Anti-Gravity

I agree with Maud Newton that Tom Robbins’ new literary manifesto might be missing a few things. Namely, the long and thriving tradition of the satirical and otherwise whimsical writing styles in literature. Robbins’ manifesto, published in Harpers, decries the kind of “weighty” writing that is typically prized by publications like The New Yorker:

Among our egocentric sad sacks, despair is as addictive as heroin and more popular than sex, for the single reason that when one is unhappy one gets to pay a lot of attention to oneself. Misery becomes a kind of emotional masturbation. Taken out on others, depression becomes a weapon…

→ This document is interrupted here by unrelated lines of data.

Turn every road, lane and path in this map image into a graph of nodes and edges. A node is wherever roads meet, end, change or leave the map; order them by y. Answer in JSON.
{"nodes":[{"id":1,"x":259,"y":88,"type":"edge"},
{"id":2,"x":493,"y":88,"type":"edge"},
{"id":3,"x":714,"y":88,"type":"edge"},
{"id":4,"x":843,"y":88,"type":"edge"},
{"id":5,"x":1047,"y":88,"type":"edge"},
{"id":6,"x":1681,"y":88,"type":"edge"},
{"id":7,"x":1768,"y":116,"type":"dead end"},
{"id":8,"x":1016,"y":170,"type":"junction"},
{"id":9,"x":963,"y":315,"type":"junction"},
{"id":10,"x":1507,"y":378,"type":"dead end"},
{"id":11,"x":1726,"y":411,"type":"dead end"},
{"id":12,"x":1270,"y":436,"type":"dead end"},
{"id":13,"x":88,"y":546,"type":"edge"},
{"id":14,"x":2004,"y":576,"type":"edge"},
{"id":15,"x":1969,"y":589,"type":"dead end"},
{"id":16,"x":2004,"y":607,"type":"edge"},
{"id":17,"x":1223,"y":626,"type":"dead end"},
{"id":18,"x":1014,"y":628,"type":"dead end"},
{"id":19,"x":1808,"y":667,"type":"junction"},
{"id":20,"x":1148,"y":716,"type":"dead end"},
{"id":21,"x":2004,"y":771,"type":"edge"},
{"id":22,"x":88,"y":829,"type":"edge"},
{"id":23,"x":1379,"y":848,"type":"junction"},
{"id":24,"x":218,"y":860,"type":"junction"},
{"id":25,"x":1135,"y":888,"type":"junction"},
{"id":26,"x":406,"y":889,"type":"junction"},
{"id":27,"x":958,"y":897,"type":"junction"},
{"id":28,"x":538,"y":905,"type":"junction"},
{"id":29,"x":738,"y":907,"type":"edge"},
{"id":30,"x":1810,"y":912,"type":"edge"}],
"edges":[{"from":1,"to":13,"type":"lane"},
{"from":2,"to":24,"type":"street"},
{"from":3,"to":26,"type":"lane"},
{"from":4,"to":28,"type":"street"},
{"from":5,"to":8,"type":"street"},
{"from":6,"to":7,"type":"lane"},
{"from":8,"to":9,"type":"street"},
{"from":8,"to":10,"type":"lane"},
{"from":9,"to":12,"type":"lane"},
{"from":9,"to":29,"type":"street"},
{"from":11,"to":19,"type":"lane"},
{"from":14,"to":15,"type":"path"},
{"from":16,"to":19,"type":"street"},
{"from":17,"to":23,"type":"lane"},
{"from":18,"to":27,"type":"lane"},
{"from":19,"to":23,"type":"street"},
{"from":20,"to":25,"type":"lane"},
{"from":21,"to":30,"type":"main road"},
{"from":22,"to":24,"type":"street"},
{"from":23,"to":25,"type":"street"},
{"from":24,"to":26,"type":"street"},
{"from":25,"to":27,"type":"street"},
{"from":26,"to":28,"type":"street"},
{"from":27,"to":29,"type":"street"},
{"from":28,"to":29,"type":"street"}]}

And that’s where Robbins has a point.

The fact that playfulness – a kind of divine playfulness intended to lighten man’s existential burden and promote what Joseph Campbell called “the rapture of being alive” – lies near the core of Zen, Taoist, Sufi, and Tantric teachings is lost on most Westerners: working stiffs and intellectuals alike…

I think that there is something to be said for the notion that the literary canon often confuses “worthwhile” literature with “serious” literature. I think that there is also soemthing to be said for the kind of whimsical curiosity that Robbins is advocating here. Daniel Green is discussing a very similar notion when he says:

I’m reasonably sure [curiosity enough to engage in literature] can’t be taught to indifferent younger students either, even if school curricula were actually to designed to encourage serious reading in the first place, which as far as I can tell they certainly are not. Encouraging them instead to indulge in “happy fantasy” will only result in their continuing to insist on happy fantasy, which means most will eventually turn to movies and tv anyway.

But wait, isn’t this “happy fantasy” akin to what Robbins is demanding more of? Robbins’ manifesto could easily be read as an aggreement with the need for that “happy fantasy” — even though it favors, instead, a kind of mystic whimsy — but it is difficult to distinguish between the two.

So, which will it be: a literature that is too heavy to carry, or one that is to light to hold? The answer, of course, is somewhere in the middle.